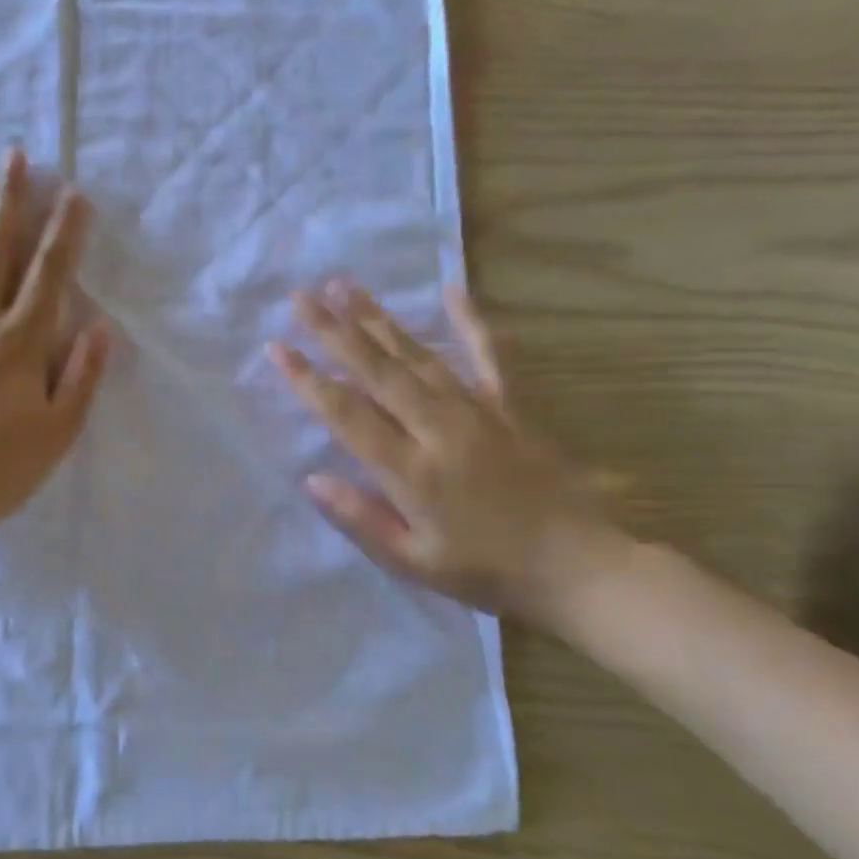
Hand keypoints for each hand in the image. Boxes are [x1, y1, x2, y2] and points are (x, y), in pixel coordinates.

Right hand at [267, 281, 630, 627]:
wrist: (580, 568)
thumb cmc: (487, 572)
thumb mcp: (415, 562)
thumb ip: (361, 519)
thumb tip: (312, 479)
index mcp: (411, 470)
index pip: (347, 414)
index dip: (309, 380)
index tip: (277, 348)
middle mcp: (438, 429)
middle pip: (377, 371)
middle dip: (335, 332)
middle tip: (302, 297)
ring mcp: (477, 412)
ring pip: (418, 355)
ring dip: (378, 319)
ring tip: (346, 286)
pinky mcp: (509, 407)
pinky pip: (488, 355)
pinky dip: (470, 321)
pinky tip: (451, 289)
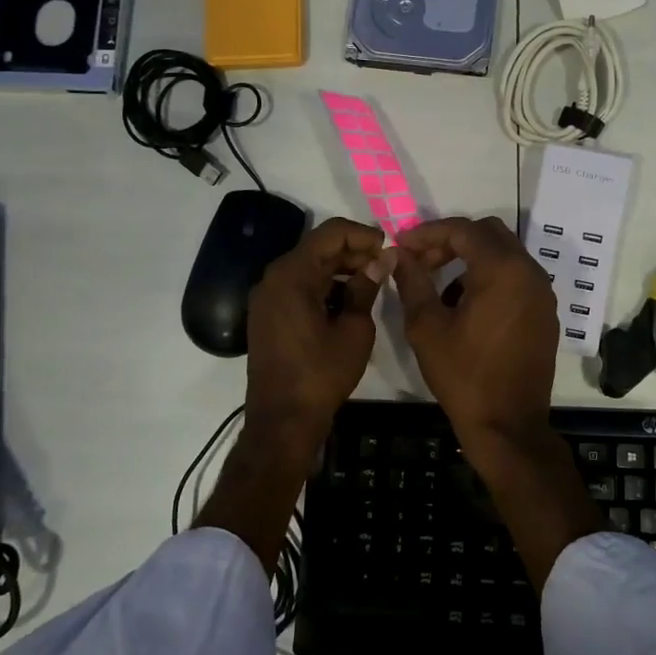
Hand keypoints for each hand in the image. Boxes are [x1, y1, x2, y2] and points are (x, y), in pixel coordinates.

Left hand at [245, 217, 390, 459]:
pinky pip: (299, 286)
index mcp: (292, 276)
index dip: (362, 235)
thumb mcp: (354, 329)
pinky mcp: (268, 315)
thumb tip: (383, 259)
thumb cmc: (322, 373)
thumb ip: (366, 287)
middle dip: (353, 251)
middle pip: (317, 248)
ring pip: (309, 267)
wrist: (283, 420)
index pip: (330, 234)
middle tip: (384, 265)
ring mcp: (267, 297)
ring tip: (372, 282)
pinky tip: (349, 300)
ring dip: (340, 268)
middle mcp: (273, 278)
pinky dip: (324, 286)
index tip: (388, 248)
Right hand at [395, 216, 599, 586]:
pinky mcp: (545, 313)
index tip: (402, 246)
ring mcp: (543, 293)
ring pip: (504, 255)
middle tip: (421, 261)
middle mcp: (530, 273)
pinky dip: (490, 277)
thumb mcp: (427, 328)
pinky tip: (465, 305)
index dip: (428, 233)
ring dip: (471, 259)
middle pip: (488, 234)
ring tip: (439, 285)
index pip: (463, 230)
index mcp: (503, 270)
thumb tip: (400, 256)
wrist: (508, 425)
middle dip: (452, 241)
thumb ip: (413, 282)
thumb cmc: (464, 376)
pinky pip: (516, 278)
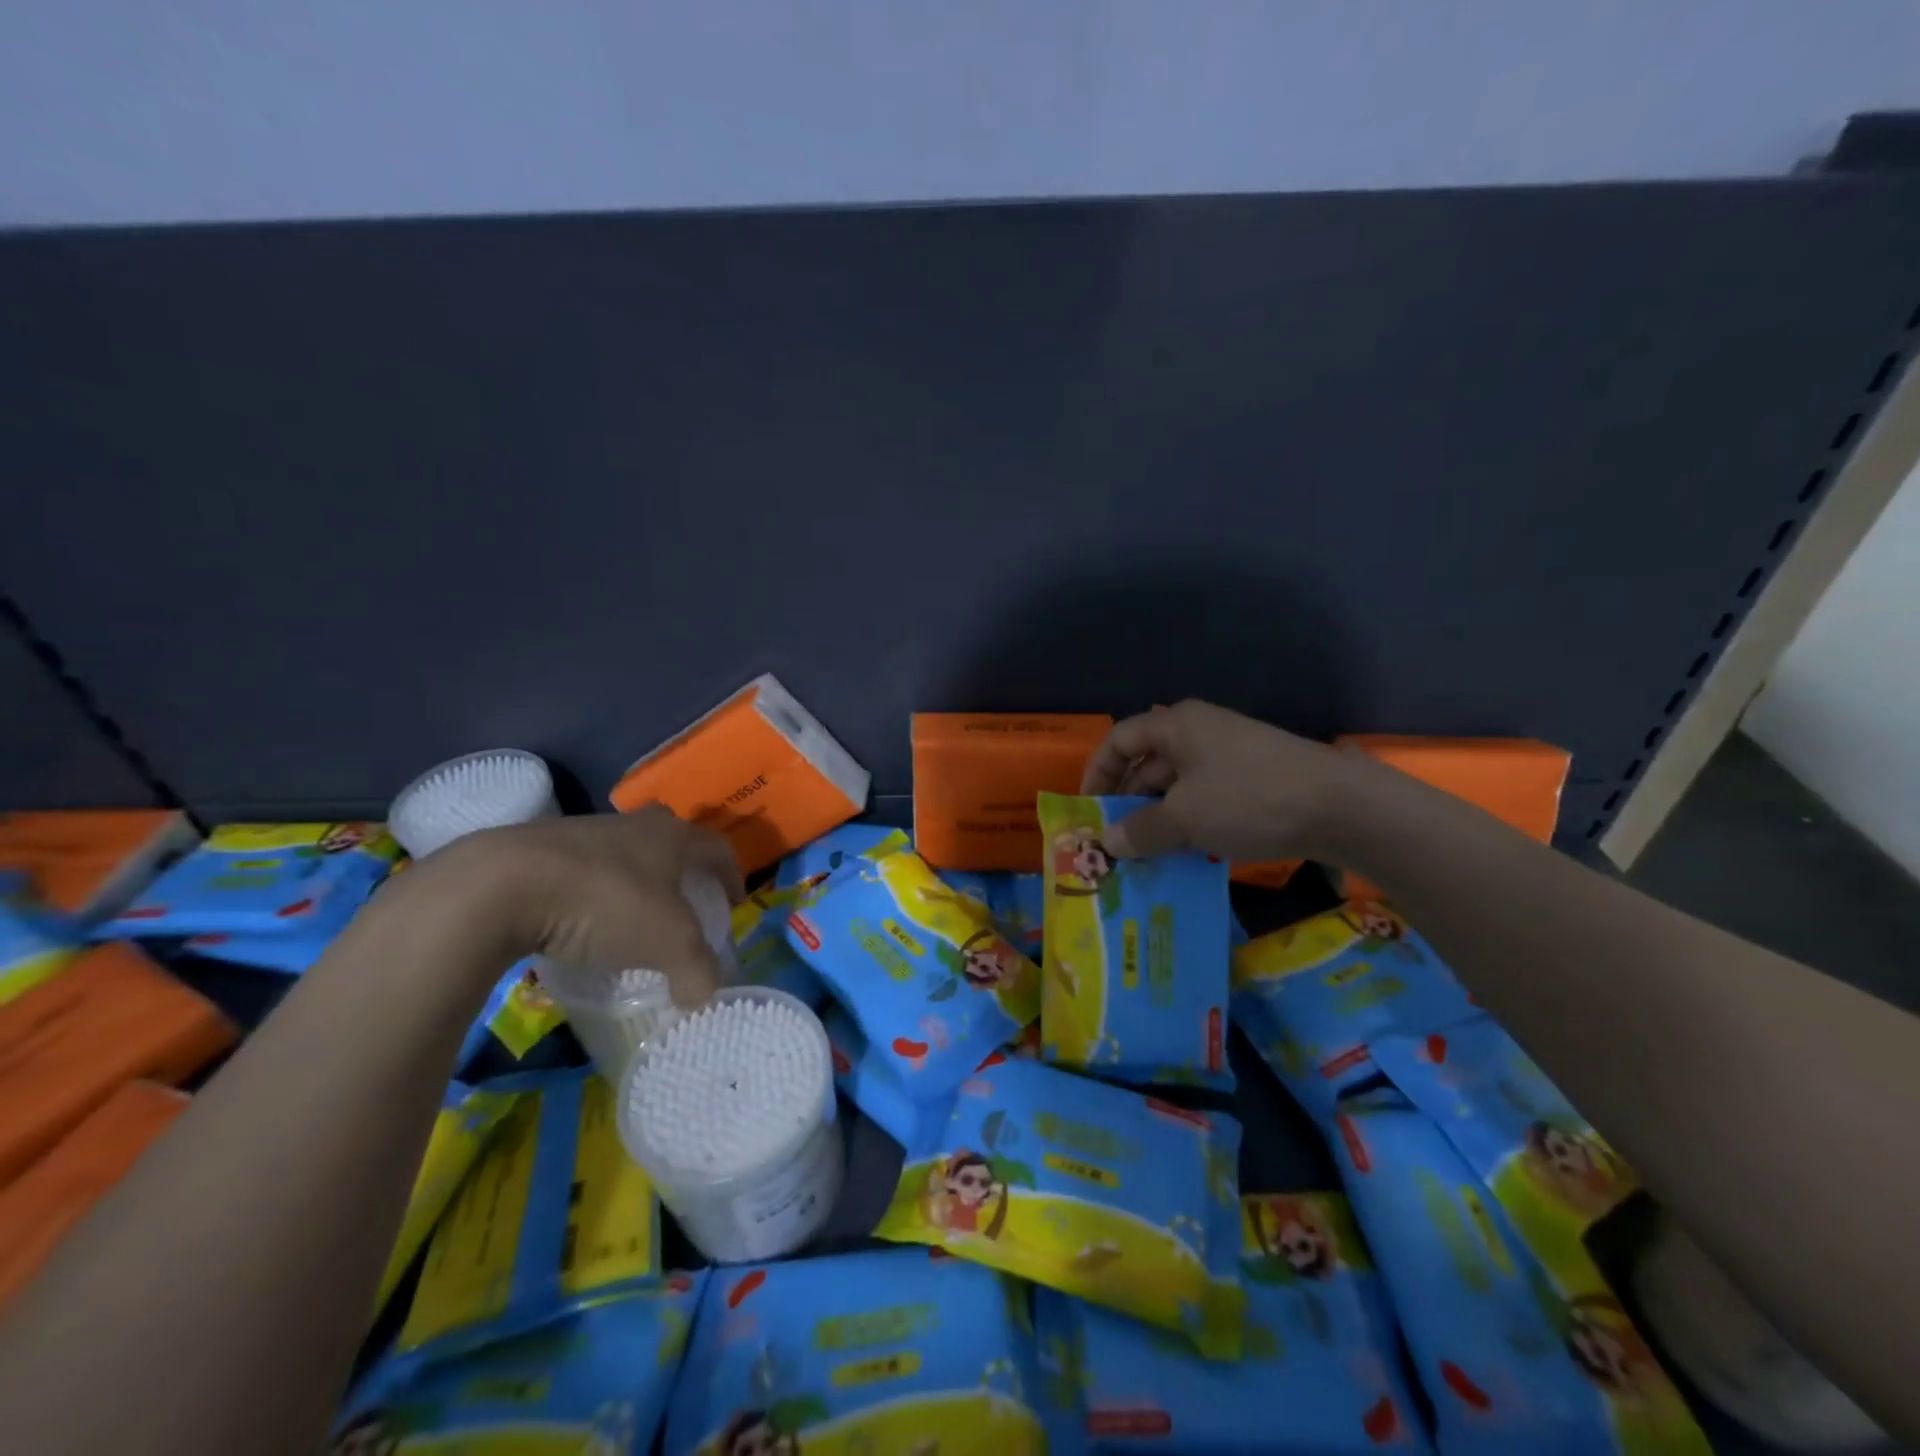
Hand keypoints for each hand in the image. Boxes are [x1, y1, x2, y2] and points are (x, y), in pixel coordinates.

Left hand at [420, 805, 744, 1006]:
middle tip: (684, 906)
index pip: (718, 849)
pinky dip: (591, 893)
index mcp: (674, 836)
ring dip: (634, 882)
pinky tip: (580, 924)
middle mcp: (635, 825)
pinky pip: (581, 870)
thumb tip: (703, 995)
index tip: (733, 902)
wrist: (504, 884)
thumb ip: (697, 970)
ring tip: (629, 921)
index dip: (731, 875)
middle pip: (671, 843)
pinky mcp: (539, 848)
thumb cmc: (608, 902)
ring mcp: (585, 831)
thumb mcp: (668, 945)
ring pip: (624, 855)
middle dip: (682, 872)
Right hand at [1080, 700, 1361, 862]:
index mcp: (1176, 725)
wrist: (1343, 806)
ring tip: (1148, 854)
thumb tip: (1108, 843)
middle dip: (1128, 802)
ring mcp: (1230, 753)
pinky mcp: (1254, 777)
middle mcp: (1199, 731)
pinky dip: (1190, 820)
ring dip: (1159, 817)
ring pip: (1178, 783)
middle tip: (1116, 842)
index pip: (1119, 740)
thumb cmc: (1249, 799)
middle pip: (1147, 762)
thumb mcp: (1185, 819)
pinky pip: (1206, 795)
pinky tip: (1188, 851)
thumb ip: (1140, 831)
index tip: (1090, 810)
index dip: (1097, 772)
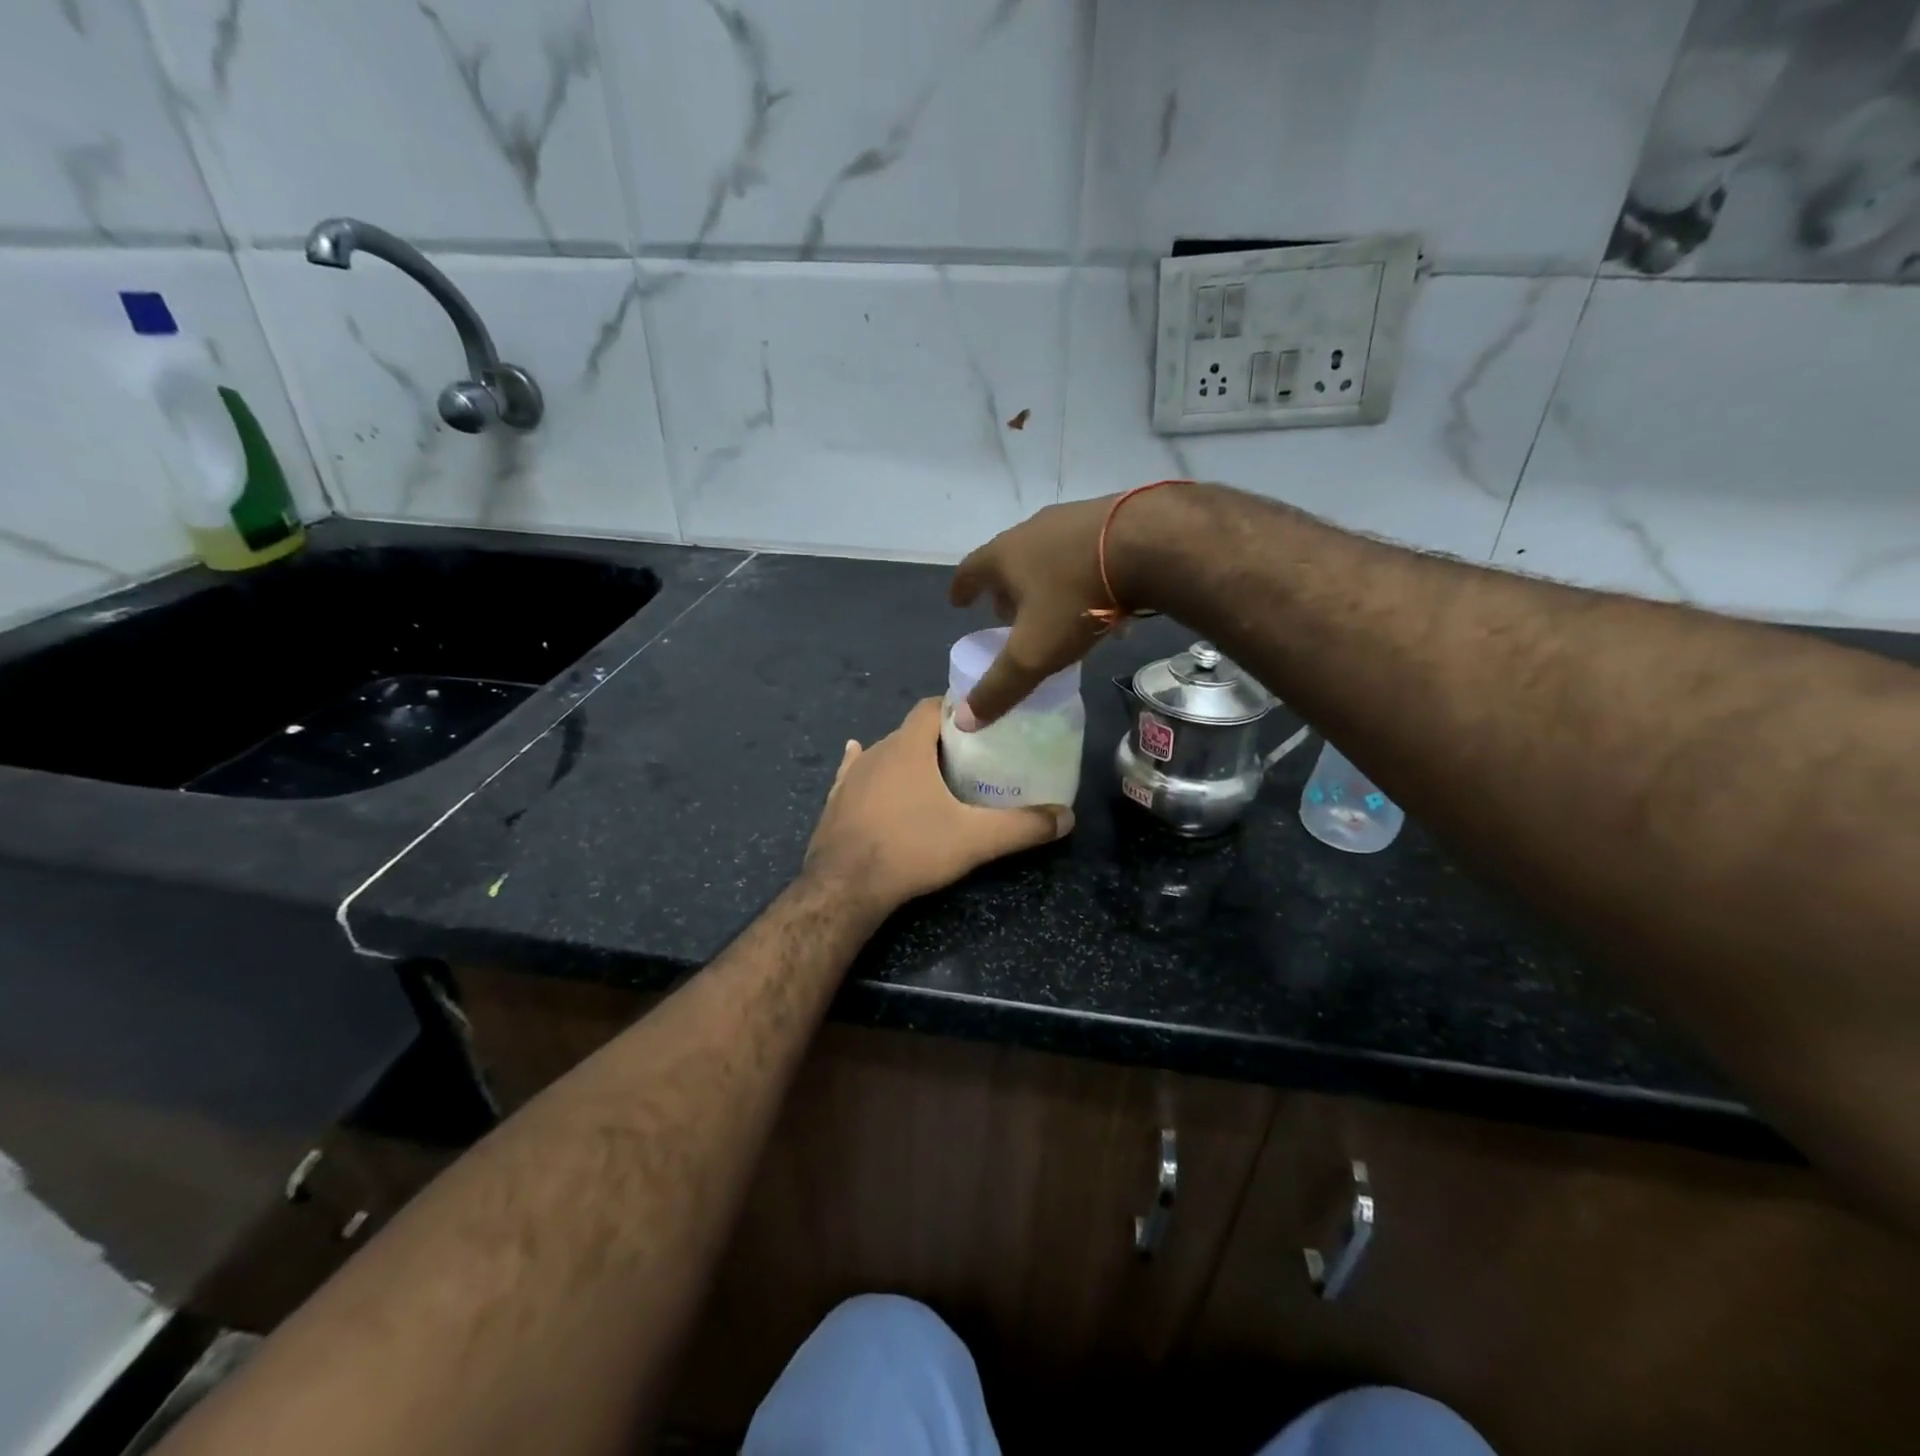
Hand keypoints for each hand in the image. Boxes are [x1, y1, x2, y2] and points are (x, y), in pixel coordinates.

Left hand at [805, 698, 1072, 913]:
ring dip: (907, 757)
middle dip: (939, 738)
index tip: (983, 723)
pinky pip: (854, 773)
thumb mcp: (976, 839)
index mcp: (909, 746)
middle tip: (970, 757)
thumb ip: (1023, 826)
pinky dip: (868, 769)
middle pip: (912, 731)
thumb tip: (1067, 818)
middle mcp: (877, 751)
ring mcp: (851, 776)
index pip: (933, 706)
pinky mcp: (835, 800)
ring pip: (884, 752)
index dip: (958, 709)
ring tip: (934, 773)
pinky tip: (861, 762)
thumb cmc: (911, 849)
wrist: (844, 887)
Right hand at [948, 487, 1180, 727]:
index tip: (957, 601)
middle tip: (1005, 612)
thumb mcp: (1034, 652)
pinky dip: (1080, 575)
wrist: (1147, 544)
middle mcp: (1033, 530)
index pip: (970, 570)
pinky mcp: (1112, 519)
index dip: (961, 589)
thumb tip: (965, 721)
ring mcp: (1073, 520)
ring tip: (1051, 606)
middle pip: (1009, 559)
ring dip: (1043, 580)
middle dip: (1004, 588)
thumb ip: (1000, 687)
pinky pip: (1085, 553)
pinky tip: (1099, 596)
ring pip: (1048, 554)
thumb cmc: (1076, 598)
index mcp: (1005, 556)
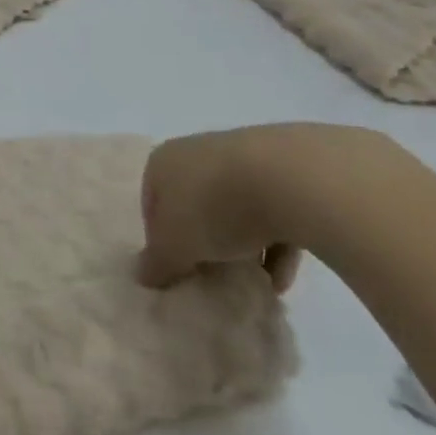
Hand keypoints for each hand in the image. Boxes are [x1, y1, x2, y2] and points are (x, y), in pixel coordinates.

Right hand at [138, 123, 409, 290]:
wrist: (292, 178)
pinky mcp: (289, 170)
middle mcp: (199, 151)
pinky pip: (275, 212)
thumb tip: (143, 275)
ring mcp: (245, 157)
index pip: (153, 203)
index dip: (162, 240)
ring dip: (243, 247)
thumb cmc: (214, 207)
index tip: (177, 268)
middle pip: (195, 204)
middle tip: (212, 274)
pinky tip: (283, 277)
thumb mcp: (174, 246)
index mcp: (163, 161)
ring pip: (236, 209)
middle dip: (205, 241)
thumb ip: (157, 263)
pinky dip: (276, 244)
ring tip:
________________
> _Task to carry out_:
Leave out the pictures and restate, word for word, the lines from the top of the data through the line containing "index mcp: (1176, 725)", both included.

> _Task response_:
Hand keypoints for each hand in the image. Boxes are [x1, y1, x2, y2] and points are (x, y), in pixel coordinates.

Right hand at [267, 281, 630, 627]:
wrist: (580, 568)
thumb cmc: (487, 572)
thumb mcp: (415, 562)
thumb ip: (361, 519)
thumb tip: (312, 479)
index mcp: (411, 470)
index pip: (347, 414)
index dip: (309, 380)
index tip: (277, 348)
middle mcp: (438, 429)
middle pip: (377, 371)
middle dip: (335, 332)
middle tip: (302, 297)
ring mcp: (477, 412)
ring pip: (418, 355)
ring dip: (378, 319)
ring tip: (346, 286)
pinky mcp: (509, 407)
pinky pip: (488, 355)
pinky dip: (470, 321)
pinky tip: (451, 289)
Hand keypoints for each hand in the image. Boxes are [x1, y1, x2, y2] and points are (x, y), in pixel coordinates.

Left hand at [245, 217, 390, 459]:
pinky pip: (299, 286)
index mcp: (292, 276)
index dip: (362, 235)
thumb mcp: (354, 329)
pinky mcp: (268, 315)
thumb tip: (383, 259)
thumb cmc: (322, 373)
thumb ip: (366, 287)
middle dip: (353, 251)
middle pip: (317, 248)
ring pip: (309, 267)
wrist: (283, 420)
index pip: (330, 234)
middle tip: (384, 265)
ring mcp: (267, 297)
ring tip: (372, 282)
pinky tip: (349, 300)
ring dip: (340, 268)
middle mcp: (273, 278)
pinky dip: (324, 286)
index tip: (388, 248)
Right hand at [395, 216, 599, 586]:
pinky mcp: (545, 313)
index tip: (402, 246)
ring mcp: (543, 293)
ring pip: (504, 255)
middle tip: (421, 261)
middle mcp: (530, 273)
pinky dip: (490, 277)
thumb mcp: (427, 328)
pinky tip: (465, 305)
index dip: (428, 233)
ring dip: (471, 259)
middle pip: (488, 234)
ring tip: (439, 285)
index pip: (463, 230)
index mcp: (503, 270)
thumb tip: (400, 256)
wrist: (508, 425)
middle dip: (452, 241)
thumb ip: (413, 282)
thumb cmc: (464, 376)
pinky pip: (516, 278)
Hand keypoints for each hand in the image. Boxes are [x1, y1, x2, y2] and points are (x, y), in pixel coordinates.

Left hand at [420, 805, 744, 1006]:
middle tip: (684, 906)
index pip: (718, 849)
pinky dip: (591, 893)
index mcp: (674, 836)
ring dip: (634, 882)
pinky tip: (580, 924)
middle mcp: (635, 825)
pinky pip: (581, 870)
thumb tip: (703, 995)
index tip: (733, 902)
wrist: (504, 884)
thumb ip: (697, 970)
ring tip: (629, 921)
index dip: (731, 875)
middle pip: (671, 843)
pinky mcp: (539, 848)
thumb cmc: (608, 902)
ring mcp: (585, 831)
thumb mcp: (668, 945)
ring pip: (624, 855)
middle dip: (682, 872)
Right hand at [1080, 700, 1361, 862]:
index mcp: (1176, 725)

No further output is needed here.